Dalam hal pengobatan, ada banyak intervensi medis untuk mengendalikan gambaran klinis yang terkait dengan migrain, terapi farmakologis dan non-farmakologis. Selain itu, berbagai intervensi yang ditujukan untuk mencegah serangan atau serangan migrain juga telah dijelaskan..

Karakteristik migrain

Rasa sakit yang mempengaruhi otak atau "anggota badan" cephalic disebut sakit kepala. Jenis gangguan ini adalah salah satu masalah yang secara historis diperhatikan manusia, sejak lebih dari 3.000 tahun sebelum Masehi (Buonannotte dan Buonannotte, 2013).

Sakit kepala adalah kondisi medis yang telah dirujuk pada tingkat klinis dalam temuan setua Ebers Papito, tulisan-tulisan Hippocrates atau Galen, di antara banyak lainnya (Buonannotte dan Buonannotte, 2013).

Saat ini, sakit kepala atau sakit kepala berulang dianggap sebagai salah satu patologi yang paling sering mempengaruhi sistem saraf pusat (WHO, 2016).
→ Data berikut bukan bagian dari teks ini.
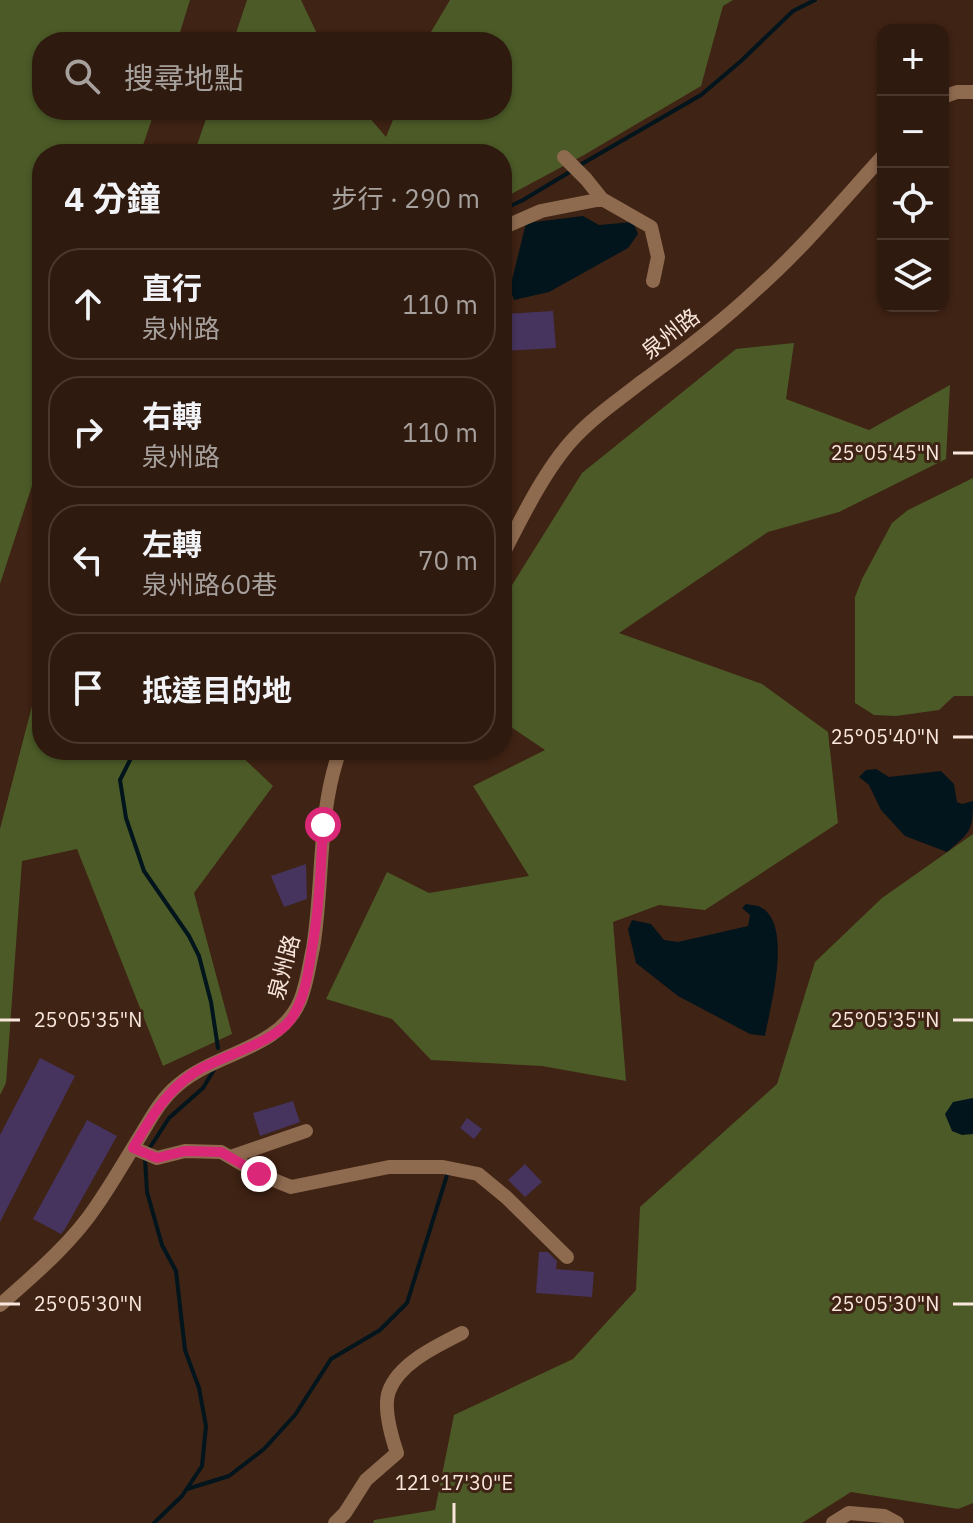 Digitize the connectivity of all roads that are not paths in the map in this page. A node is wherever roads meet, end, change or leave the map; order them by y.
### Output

Organisasi Kesehatan Dunia mencatat bahwa sekitar setengah dari populasi orang dewasa telah menderita setidaknya satu episode sakit kepala selama setahun terakhir (WHO, 2016).

Selain itu, menunjukkan bahwa sakit kepala adalah kondisi medis yang sangat menyakitkan dan melumpuhkan, di antaranya migrain, migrain, sakit kepala tegang dan sakit kepala tandan dapat ditemukan (WHO, 2016).

Sakit kepala dapat memiliki asal primer, tanpa penyebab medis etiologis, atau sekunder di mana patologi terkait dapat diidentifikasi.

Secara khusus, sebagian besar sakit kepala yang berasal dari primer disebabkan oleh kondisi migrain.

Seperti yang telah kami tunjukkan, migrain adalah jenis sakit kepala. Ini dianggap sebagai gangguan neurologis kompleks yang secara sistematis dapat mempengaruhi seluruh organisme, sehingga menimbulkan berbagai gejala (Migrain Action, 2016).

Ini adalah patologi yang dapat terjadi secara berbeda di antara mereka yang terkena, sehingga tanda dan gejalanya dapat diabaikan atau dikacaukan dengan jenis penyakit lainnya (Migrain Action, 2016).

Meskipun karakteristik klinis migrain telah dideskripsikan secara akurat, ia tetap merupakan penyakit yang tidak banyak diketahui. Selain itu, pada sebagian besar orang yang menderita itu, tetap tidak terdiagnosis dan akibatnya tidak diobati..

Migrain muncul dengan sakit kepala hebat dan hebat, disertai dengan gejala seperti mual, muntah, sakit mata, penglihatan bintik-bintik atau bintik-bintik, sensitivitas terhadap cahaya / suara, dll. (Nall, 2015).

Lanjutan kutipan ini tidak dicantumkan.